The first question that a producer and distributor must answer when entering into a distribution agreement is whether a distribution agreement should be concluded in writing. From the manufacturer`s point of view, not having such an agreement would be ridiculous. On the merchant`s side on the side of the table, however, the problems are much less clear. If you do not sign a written agreement, your contract is based on the oral statements and behavior of each page. If there is no oral or behavioural and there is a conflict, then the courts will simply use the implicit theory of contracts. This essentially means that the courts enter into their own contracts. Often, this approach is more beneficial to the distributor than to the manufacturer. It may also be more favourable to the distributor than an agreement, including an agreement drafted by the manufacturer, where the distributor had little or no say in its content. To ensure that a distribution agreement is in your best interests, it is important to know and understand your most important concepts. The main conditions of a distribution agreement can vary in several factors, including: From the manufacturer`s point of view, if you set quotas or sales targets, make sure you impose them.

The general principles of law essentially say that actions speak louder than words.
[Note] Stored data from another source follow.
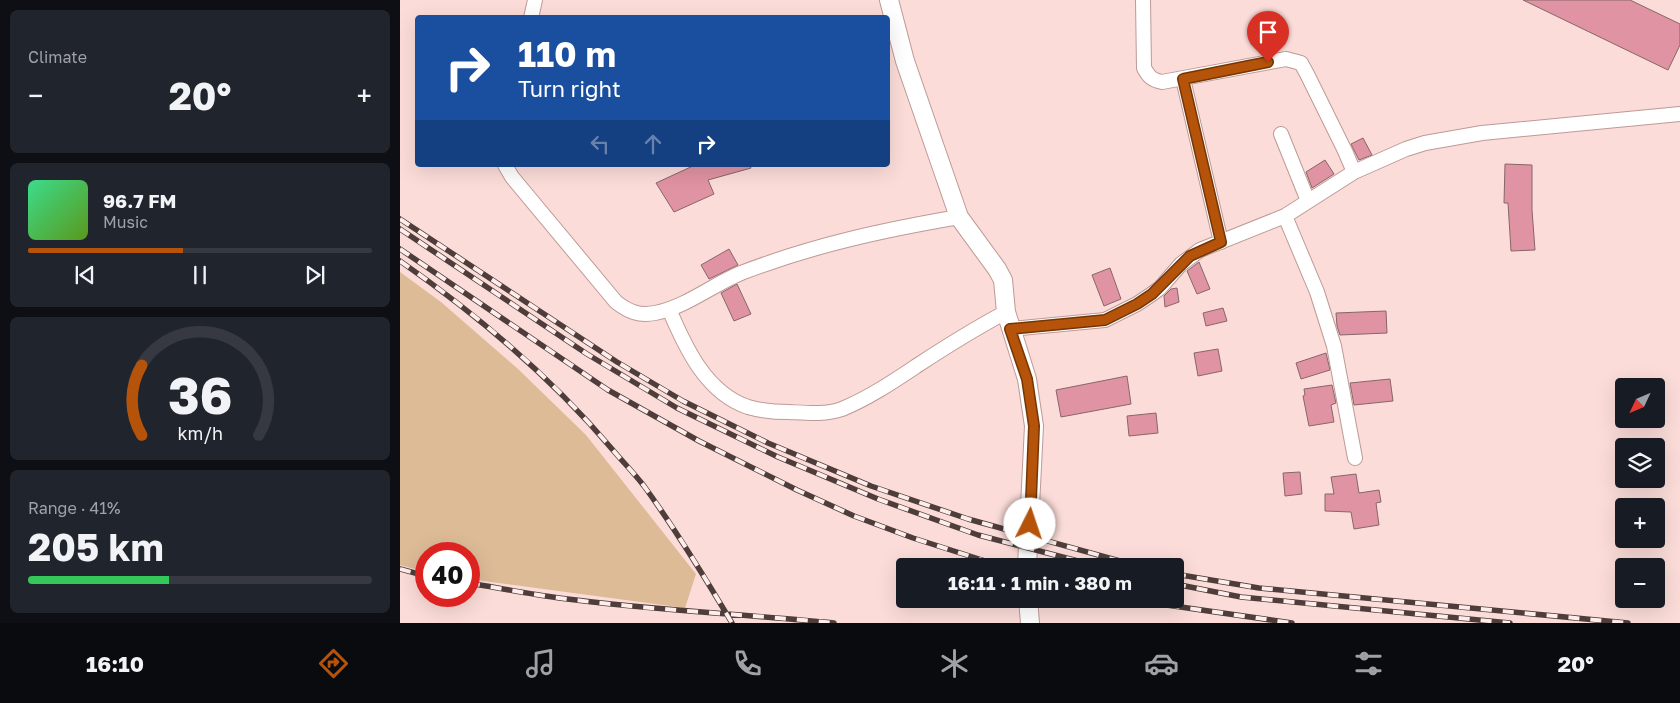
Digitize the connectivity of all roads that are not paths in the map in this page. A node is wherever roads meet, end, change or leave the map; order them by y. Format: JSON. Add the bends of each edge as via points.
{"nodes":[{"id":1,"x":535,"y":0,"type":"edge"},
{"id":2,"x":889,"y":0,"type":"edge"},
{"id":3,"x":1143,"y":0,"type":"edge"},
{"id":4,"x":532,"y":15,"type":"edge"},
{"id":5,"x":1183,"y":79,"type":"junction"},
{"id":6,"x":1680,"y":114,"type":"edge"},
{"id":7,"x":1281,"y":134,"type":"dead end"},
{"id":8,"x":506,"y":167,"type":"edge"},
{"id":9,"x":1354,"y":172,"type":"junction"},
{"id":10,"x":1308,"y":201,"type":"junction"},
{"id":11,"x":1285,"y":216,"type":"junction"},
{"id":12,"x":959,"y":217,"type":"junction"},
{"id":13,"x":1221,"y":242,"type":"junction"},
{"id":14,"x":670,"y":309,"type":"junction"},
{"id":15,"x":1008,"y":321,"type":"junction"},
{"id":16,"x":1356,"y":458,"type":"dead end"},
{"id":17,"x":1027,"y":558,"type":"edge"},
{"id":18,"x":1029,"y":608,"type":"edge"},
{"id":19,"x":1030,"y":623,"type":"edge"}],
"edges":[{"from":1,"to":4,"type":"street"},
{"from":2,"to":12,"type":"street","via":[[905,61]]},
{"from":3,"to":5,"type":"street","via":[[1144,68],[1148,76],[1162,82]]},
{"from":5,"to":9,"type":"street","via":[[1286,59],[1300,63]]},
{"from":5,"to":13,"type":"street"},
{"from":6,"to":9,"type":"street","via":[[1452,137],[1406,149]]},
{"from":7,"to":10,"type":"street"},
{"from":8,"to":14,"type":"street","via":[[616,302],[639,314]]},
{"from":9,"to":10,"type":"street"},
{"from":10,"to":11,"type":"street"},
{"from":11,"to":13,"type":"street"},
{"from":11,"to":16,"type":"street","via":[[1317,292],[1334,346]]},
{"from":12,"to":14,"type":"street","via":[[885,230],[795,253],[739,274]]},
{"from":12,"to":15,"type":"street","via":[[1003,280]]},
{"from":13,"to":15,"type":"street","via":[[1190,256],[1152,294],[1105,320]]},
{"from":14,"to":15,"type":"street","via":[[691,356],[728,397],[767,411],[815,414],[843,409],[889,385],[969,332]]},
{"from":15,"to":17,"type":"street","via":[[1027,379],[1034,426]]},
{"from":18,"to":19,"type":"street"}]}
If you set high targets or quotas in distribution agreements, you should apply them consistently. Otherwise, if you later attempt to terminate a distribution place on the grounds that the distributor has not achieved its objectives, you will be faced with the argument that, since you have never achieved your goals before, you will have to achieve that specific goal against that special distributor for a malicious reason, z.B. as far as the resale price is concerned. Include Distributor Commitments: Suppose you and your distributor have set revenue targets or even minimum purchase amounts, otherwise you are entitled to terminate the exclusivity or the entire contract. In the real world, you cannot impose these sanctions as quickly. They are often subject to long grace periods, other conditions or both, so that they do not in fact give them any real guarantees. Therefore, it is very important that you conduct due diligence for your distributor and receive a detailed business plan. This business plan should at least include commitments with respect to marketing expenses and the details of human resources to be allocated to distribution.
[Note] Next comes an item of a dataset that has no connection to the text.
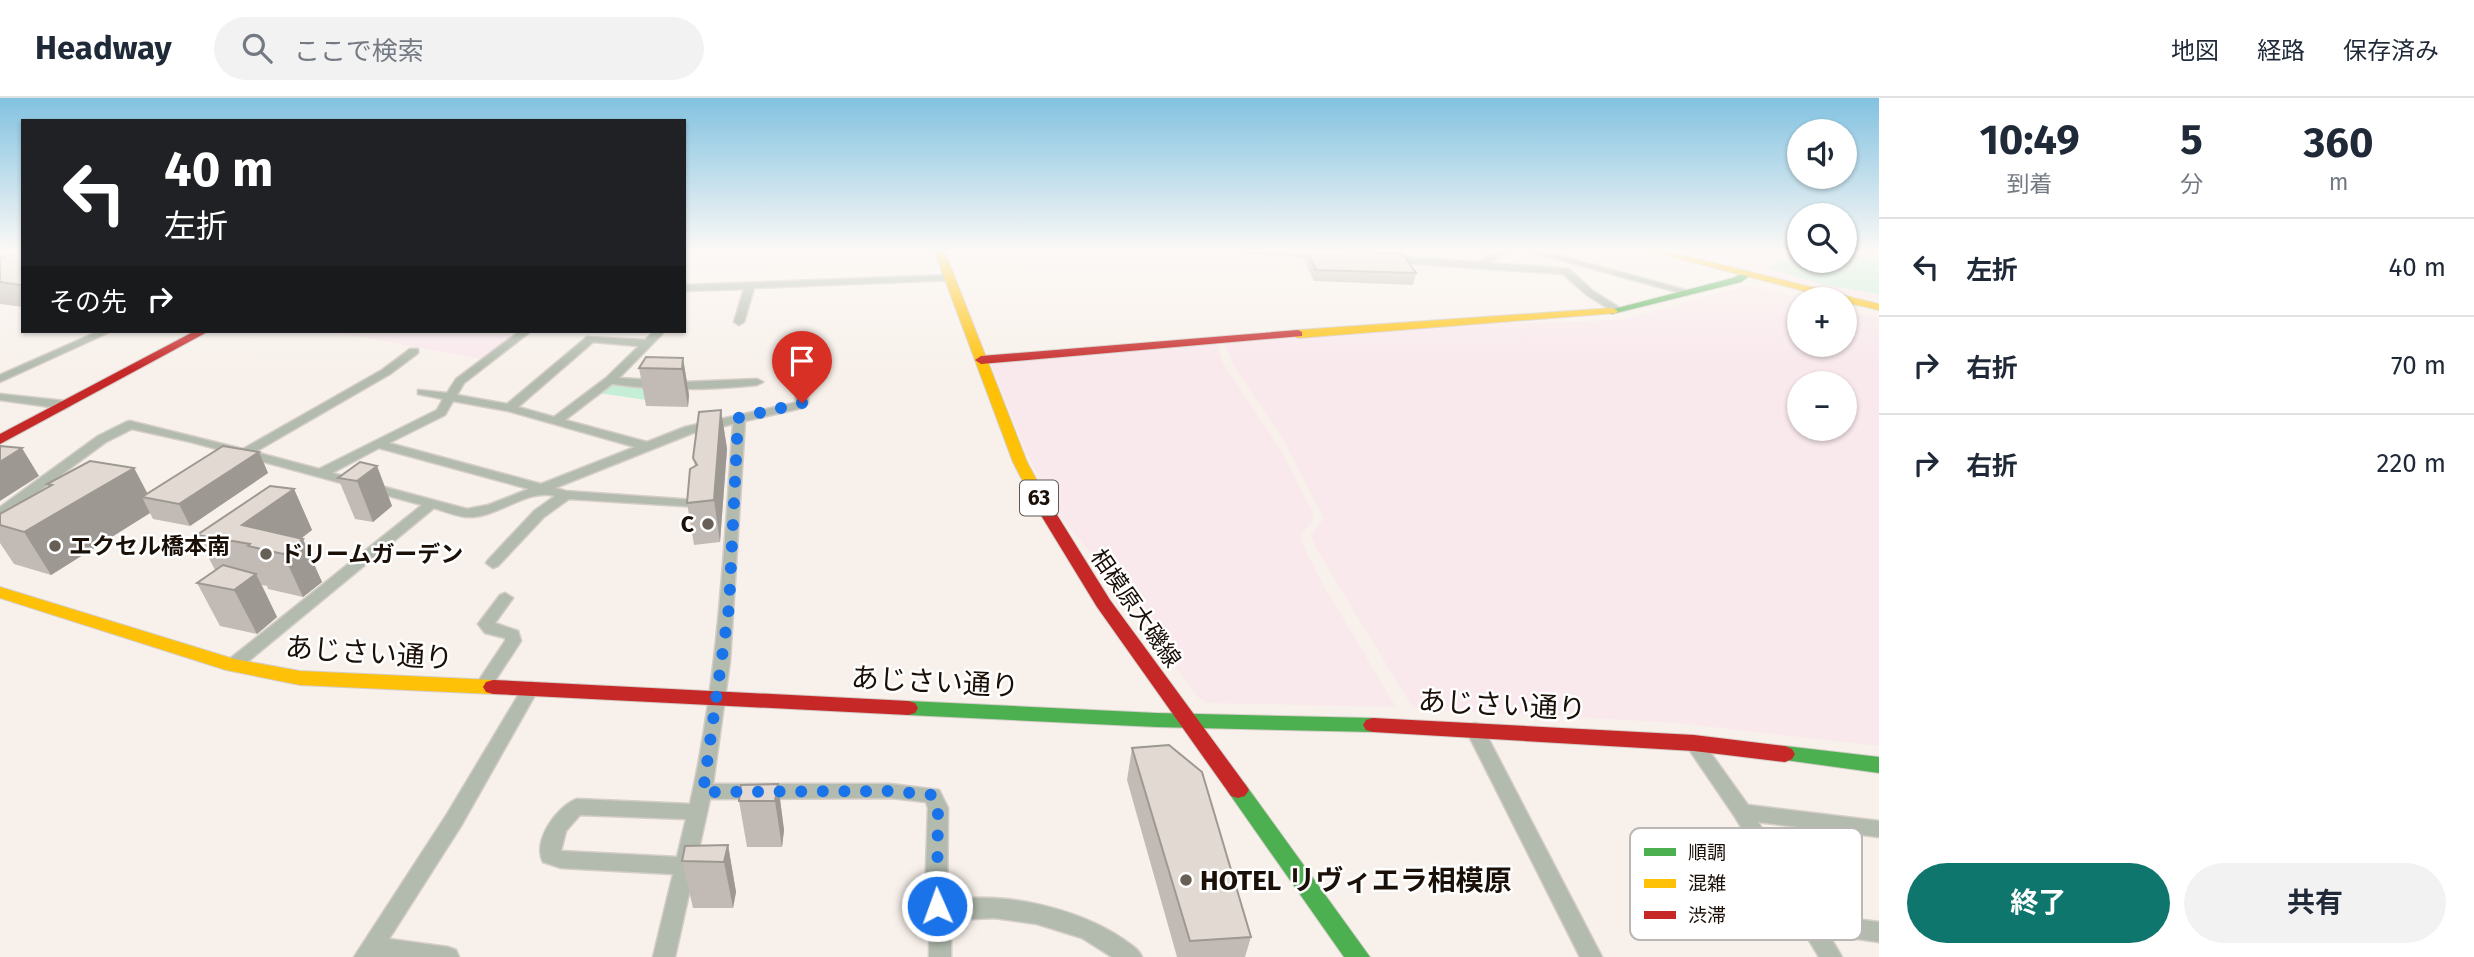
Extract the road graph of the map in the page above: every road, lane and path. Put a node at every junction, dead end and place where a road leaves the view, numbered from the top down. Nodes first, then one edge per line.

If you add an appropriate incentive to achieve revenue goals, you will gain some confidence in the fact that you have an appropriate, competent and motivated distributor. Think about your intellectual property: if you appoint a distributor, you also license the use of your intellectual property for distribution purposes. You give them access to your most sensitive assets. It is allowed to use your domain name, logo and trademarks. If these issues are not specifically addressed in the agreement, this can lead to situations where your distributor takes possession of your intellectual property and effectively blocks you out of the territory. Most distribution agreements involving experienced dealers and manufacturers allow termination for reasons and conveniences (or not at all).